Leadership Courage Series

#8: A Culture of Cowardice (part four)

For the last month, I’ve invited you to consider whether, and to what degree, a Culture of Cowardice has taken hold in the Church.  My purpose is to invite you, Christian leader, pastor, denominational executive to a place of uneasiness, even painful discomfort.

Why?

Pain is necessary for change.

We’d prefer to believe that an appropriately reasonable rationale, cloaked in kindness, is all that is needed for humans to embrace the adventure and uncertainty of the unknown.  Since the Enlightenment, I suppose, societies have assumed that knowledge of what’s better will result in people making the reasoned choice to change.  But, do they?

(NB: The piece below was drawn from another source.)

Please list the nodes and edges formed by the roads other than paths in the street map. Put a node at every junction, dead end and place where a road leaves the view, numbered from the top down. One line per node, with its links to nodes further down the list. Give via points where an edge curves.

More to the point, do you?

Really?

One condition that’s welcomed the stagnation common to the church experience of most is that we who are in ministry leadership have forgotten what business we are in.  Now, I’m no historian, but my understanding is that the Protestant Reformation occurred in the sweep of the Enlightenment—the Age of Reason—and we’ve been reasoning with our congregations ever since.  Reasoning kindly with them about the truths of the Bible.  We’ve been teaching the Word—as if we’re in the education business.

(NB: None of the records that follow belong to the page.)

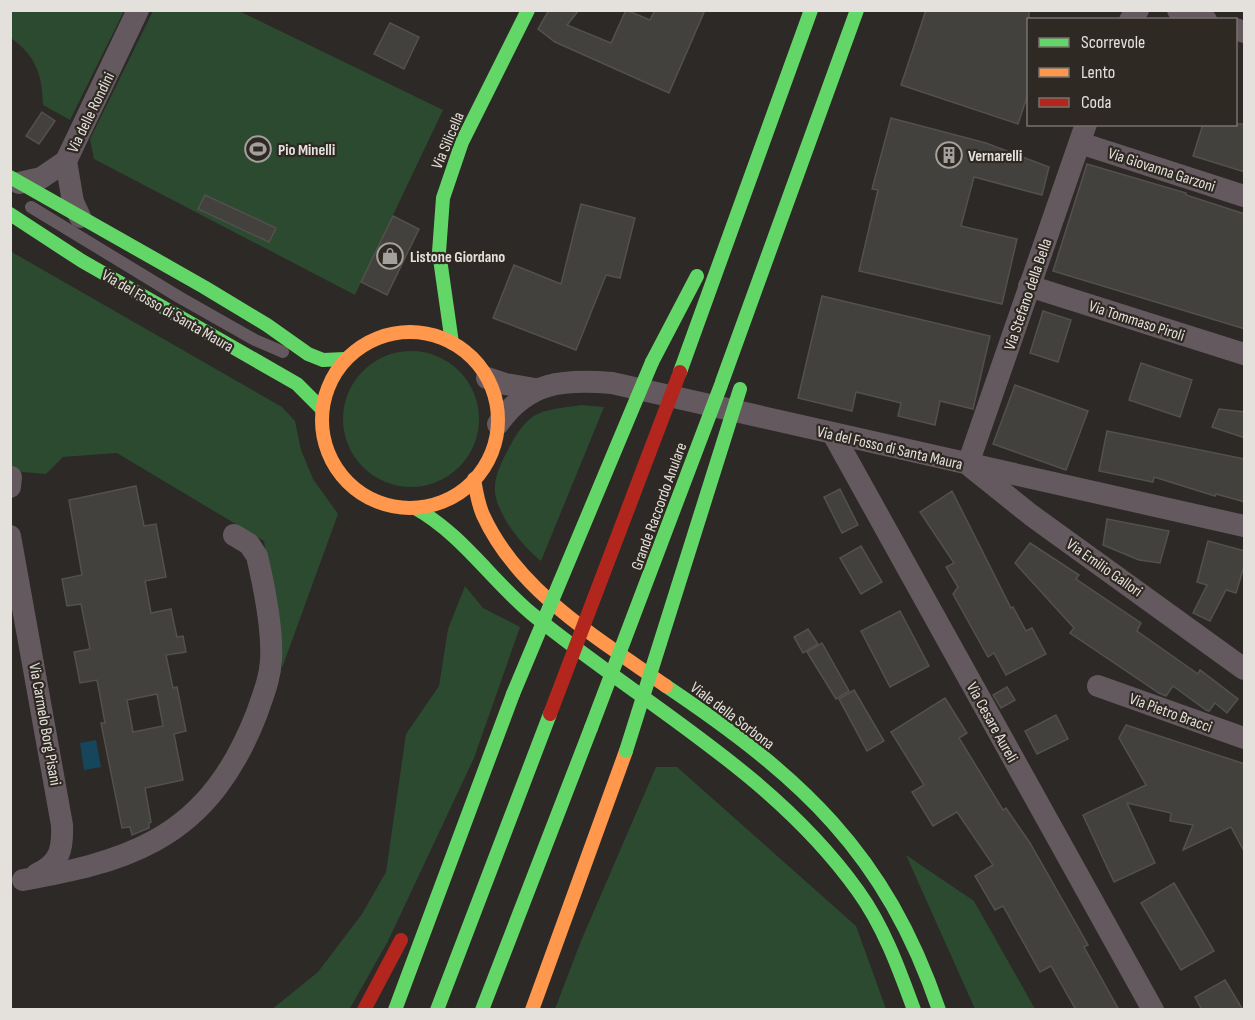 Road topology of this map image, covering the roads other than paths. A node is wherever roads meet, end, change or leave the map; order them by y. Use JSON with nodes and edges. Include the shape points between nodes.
{"nodes":[{"id":1,"x":138,"y":10,"type":"edge"},
{"id":2,"x":528,"y":10,"type":"edge"},
{"id":3,"x":811,"y":10,"type":"edge"},
{"id":4,"x":857,"y":10,"type":"edge"},
{"id":5,"x":1178,"y":10,"type":"edge"},
{"id":6,"x":1200,"y":18,"type":"edge"},
{"id":7,"x":1083,"y":134,"type":"edge"},
{"id":8,"x":66,"y":161,"type":"junction"},
{"id":9,"x":747,"y":185,"type":"junction"},
{"id":10,"x":16,"y":186,"type":"edge"},
{"id":11,"x":1245,"y":196,"type":"edge"},
{"id":12,"x":785,"y":208,"type":"junction"},
{"id":13,"x":10,"y":214,"type":"edge"},
{"id":14,"x":80,"y":217,"type":"junction"},
{"id":15,"x":1029,"y":286,"type":"junction"},
{"id":16,"x":443,"y":294,"type":"junction"},
{"id":17,"x":411,"y":332,"type":"junction"},
{"id":18,"x":755,"y":333,"type":"dead end"},
{"id":19,"x":453,"y":343,"type":"junction"},
{"id":20,"x":308,"y":354,"type":"junction"},
{"id":21,"x":1245,"y":354,"type":"edge"},
{"id":22,"x":345,"y":359,"type":"junction"},
{"id":23,"x":745,"y":373,"type":"dead end"},
{"id":24,"x":487,"y":378,"type":"junction"},
{"id":25,"x":535,"y":389,"type":"junction"},
{"id":26,"x":322,"y":410,"type":"junction"},
{"id":27,"x":498,"y":424,"type":"junction"},
{"id":28,"x":833,"y":434,"type":"junction"},
{"id":29,"x":968,"y":464,"type":"junction"},
{"id":30,"x":11,"y":477,"type":"edge"},
{"id":31,"x":474,"y":479,"type":"junction"},
{"id":32,"x":1040,"y":480,"type":"junction"},
{"id":33,"x":10,"y":487,"type":"edge"},
{"id":34,"x":415,"y":508,"type":"junction"},
{"id":35,"x":1031,"y":515,"type":"junction"},
{"id":36,"x":1245,"y":526,"type":"edge"},
{"id":37,"x":10,"y":536,"type":"edge"},
{"id":38,"x":234,"y":536,"type":"dead end"},
{"id":39,"x":1245,"y":669,"type":"edge"},
{"id":40,"x":1098,"y":686,"type":"dead end"},
{"id":41,"x":1245,"y":738,"type":"edge"},
{"id":42,"x":449,"y":866,"type":"junction"},
{"id":43,"x":17,"y":882,"type":"edge"},
{"id":44,"x":417,"y":909,"type":"dead end"},
{"id":45,"x":406,"y":929,"type":"dead end"},
{"id":46,"x":364,"y":1010,"type":"edge"},
{"id":47,"x":395,"y":1010,"type":"edge"},
{"id":48,"x":437,"y":1010,"type":"edge"},
{"id":49,"x":483,"y":1010,"type":"edge"},
{"id":50,"x":532,"y":1010,"type":"edge"},
{"id":51,"x":914,"y":1010,"type":"edge"},
{"id":52,"x":939,"y":1010,"type":"edge"},
{"id":53,"x":1153,"y":1010,"type":"edge"}],
"edges":[{"from":1,"to":8,"type":"street","name":"Via delle Rondini"},
{"from":2,"to":16,"type":"main road","name":"Via Silicella","via":[[446,185],[440,228]]},
{"from":3,"to":9,"type":"main road","name":"Grande Raccordo Anulare"},
{"from":4,"to":12,"type":"main road","name":"Grande Raccordo Anulare"},
{"from":5,"to":6,"type":"street"},
{"from":7,"to":11,"type":"street","name":"Via Giovanna Garzoni"},
{"from":7,"to":15,"type":"street","name":"Via Stefano della Bella"},
{"from":8,"to":10,"type":"street","via":[[41,178]]},
{"from":8,"to":14,"type":"street","name":"Via delle Rondini","via":[[73,202]]},
{"from":9,"to":42,"type":"main road","bridge":true,"via":[[652,362],[513,694]]},
{"from":9,"to":48,"type":"main road","name":"Grande Raccordo Anulare","bridge":true,"via":[[680,372]]},
{"from":10,"to":14,"type":"main road","name":"Via del Fosso di Santa Maura"},
{"from":10,"to":20,"type":"lane","name":"Via del Fosso di Santa Maura","via":[[103,252],[255,340],[279,351]]},
{"from":12,"to":18,"type":"main road"},
{"from":12,"to":49,"type":"main road","name":"Grande Raccordo Anulare","bridge":true},
{"from":13,"to":26,"type":"main road","name":"Via del Fosso di Santa Maura","via":[[82,261],[297,384]]},
{"from":14,"to":20,"type":"main road","name":"Via del Fosso di Santa Maura","via":[[267,325]]},
{"from":15,"to":21,"type":"street","name":"Via Tommaso Piroli"},
{"from":15,"to":29,"type":"street","name":"Via Stefano della Bella"},
{"from":16,"to":17,"type":"main road","name":"Via Silicella","via":[[431,317],[419,330]]},
{"from":16,"to":19,"type":"main road","name":"Via Silicella"},
{"from":17,"to":19,"type":"main road"},
{"from":17,"to":22,"type":"main road","via":[[375,339]]},
{"from":19,"to":24,"type":"main road","via":[[478,364]]},
{"from":20,"to":22,"type":"main road","name":"Via del Fosso di Santa Maura","via":[[323,360]]},
{"from":22,"to":26,"type":"main road","via":[[330,382]]},
{"from":23,"to":50,"type":"main road","bridge":true,"via":[[626,751]]},
{"from":24,"to":25,"type":"street","name":"Via del Fosso di Santa Maura"},
{"from":24,"to":27,"type":"main road","via":[[496,400]]},
{"from":25,"to":27,"type":"street","name":"Via del Fosso di Santa Maura"},
{"from":25,"to":28,"type":"street","name":"Via del Fosso di Santa Maura","via":[[577,381],[623,384]]},
{"from":26,"to":34,"type":"main road","via":[[325,444],[341,475],[374,500]]},
{"from":27,"to":31,"type":"main road","via":[[493,451]]},
{"from":28,"to":29,"type":"street","name":"Via del Fosso di Santa Maura"},
{"from":28,"to":53,"type":"street","name":"Via Cesare Aureli"},
{"from":29,"to":32,"type":"street","name":"Via del Fosso di Santa Maura"},
{"from":29,"to":35,"type":"street","name":"Via Emilio Gallori"},
{"from":30,"to":33,"type":"street"},
{"from":31,"to":34,"type":"main road","via":[[444,501]]},
{"from":31,"to":52,"type":"main road","name":"Viale della Sorbona","via":[[476,502],[483,518],[530,583],[771,763],[830,818],[868,864],[903,922]]},
{"from":32,"to":35,"type":"street","via":[[1032,499]]},
{"from":32,"to":36,"type":"street","name":"Via del Fosso di Santa Maura"},
{"from":34,"to":51,"type":"main road","via":[[459,537],[530,612],[590,661],[738,769],[797,818],[831,856],[872,914]]},
{"from":35,"to":39,"type":"street","name":"Via Emilio Gallori"},
{"from":37,"to":43,"type":"street","name":"Via Carmelo Borg Pisani","via":[[58,789],[62,831],[57,861]]},
{"from":38,"to":43,"type":"street","via":[[249,544],[257,556],[271,659],[264,694],[229,772],[204,803],[152,842],[81,868]]},
{"from":40,"to":41,"type":"street","name":"Via Pietro Bracci"},
{"from":42,"to":44,"type":"main road"},
{"from":42,"to":47,"type":"main road"},
{"from":45,"to":46,"type":"main road"}]}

The problem is, education is not an end and an educated church person is not an end either.  No more than an elevator is an end.  An elevator is a means to the 11th floor.  Teaching the Bible is a means to an end.

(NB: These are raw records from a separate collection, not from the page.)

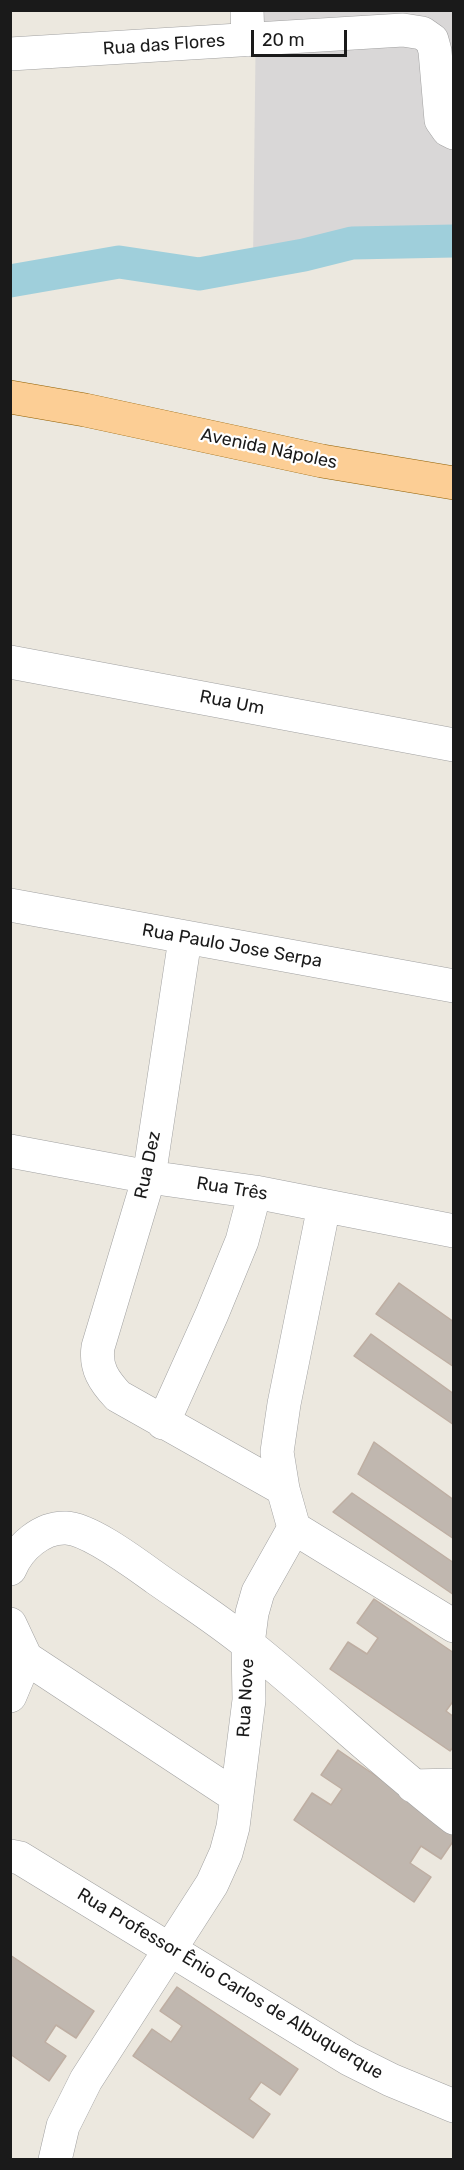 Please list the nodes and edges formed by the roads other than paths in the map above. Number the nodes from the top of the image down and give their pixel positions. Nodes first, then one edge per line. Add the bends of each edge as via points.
1 (247, 25) edge
2 (10, 54) edge
3 (453, 133) edge
4 (10, 397) edge
5 (453, 483) edge
6 (10, 662) edge
7 (453, 745) edge
8 (10, 905) edge
9 (186, 939) junction
10 (453, 986) edge
11 (10, 1151) edge
12 (149, 1177) junction
13 (255, 1192) junction
14 (324, 1206) junction
15 (453, 1231) edge
16 (163, 1423) junction
17 (283, 1489) junction
18 (294, 1528) junction
19 (10, 1569) edge
20 (10, 1624) edge
21 (453, 1626) edge
22 (248, 1644) junction
23 (26, 1658) junction
24 (10, 1696) edge
25 (453, 1785) edge
26 (413, 1786) junction
27 (237, 1797) junction
28 (453, 1818) edge
29 (14, 1850) edge
30 (170, 1950) junction
31 (453, 2106) edge
32 (55, 2160) edge

1 - 2 street, Rua das Flores
1 - 3 street, Rua das Flores via 422,33 432,40 435,51 441,120
4 - 5 main road, Avenida Nápoles via 322,461
6 - 7 street, Rua Um
8 - 9 street, Rua Paulo Jose Serpa
9 - 10 street, Rua Paulo Jose Serpa
9 - 12 street, Rua Dez
11 - 12 street, Rua Três
12 - 13 street, Rua Três
12 - 16 street, Rua Dez via 96,1360 99,1371 118,1396
13 - 14 street, Rua Três
13 - 16 street via 242,1241
14 - 15 street, Rua Três
14 - 17 street via 277,1452
16 - 17 street
17 - 18 street
18 - 21 street
18 - 22 street, Rua Nove via 258,1592
19 - 22 street via 22,1549 36,1538 66,1528 122,1554
20 - 23 street
22 - 26 street
22 - 27 street, Rua Nove via 249,1700
23 - 24 street
23 - 27 street
25 - 26 street
26 - 28 street
27 - 30 street, Rua Nove via 226,1852 212,1884
29 - 30 street, Rua Professor Ênio Carlos de Albuquerque
30 - 31 street, Rua Professor Ênio Carlos de Albuquerque via 349,2059
30 - 32 street, Rua Nove via 86,2080 63,2126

The Church is in the life-change business.  When someone approaches you with “nice message, Pastor”, what is your reply?  “Thank you”?

More often than not, when someone approaches me with a similar encouragement, my reply is: “Why?”  I listen for how the person has been impacted.  Then I want to know: So what?  How will you live differently?

You see, if my teaching and preaching (or these blogs, for that matter) is not changing the way you live, I am wasting your time and mine.

If you’re not changing lives in identifiable, maturity-inducing ways, aren’t you wasting your time and the one who hears you? Multiply this by the 90 or 390 people in your church, then multiply that by the months and years and decades that you’ve been educating people whose lives are not radically changing and what do you have??

The Church in North America.

Which brings me back to pain.  Minister, if you are in the life-change business, then, you are in the distress-bringing business as well.  Many will argue that to bring distress to your congregation is unkind.  But, is it?

The Message renders 2 Cor 7:8-9 this way: “I know I distressed you greatly with my letter. Although I felt awful at the time, I don’t feel at all bad now that I see how it turned out. The letter upset you, but only for a while. Now I’m glad—not that you were upset, but that you were jarred into turning things around. You let the distress bring you to God, not drive you from him…”

Paul wrote to change their lives.  He explains that his previous letter was to see if they’d take responsibility for the church. [2 Cor 2:9]  Notice that Paul’s discourse produced distress, upset, and it “jarred” them into turning things around.

When was the last time you jarred your people, pastor?  How long has it been since your preaching provoked such sorrow in your people that it ignited a change-of-life the Bible calls repentance?  Would you love your people well enough to provoke them to suffer—unto repentance?

In The Problem of Pain CS Lewis wrote: “Love is something more stern and splendid than mere kindness.  Kindness, merely as such, cares not whether its object becomes good or bad, provided only that it escapes suffering.” So consider: do you love your people, sternly and splendidly, or has it been your aim to ceaselessly rescue them from suffering?

This, I think, is a second condition that’s invited the spiritual lethargy that’s settled over the Church like the marine layer that engulfs San Francisco Bay.  Our commitment to be kind has left our people immature and shallow.

Edwin Friedman suggests what Paul modeled: it is through challenge that we promote responsibility in our people. To be a leader who will jar your people to maturity you must raise your pain threshold.

And, here’s another jarring insight from Friedman’s book A Failure of Nerve: you must raise your threshold for the pain you cause in others.  And, Friedman says, you need to de-sensitize yourself to their maturity-repressing sensitivities.

What??

De-sensitize yourself to their maturity-repressing sensitivities.

Unless, of course, you care not whether those you lead become like Christ.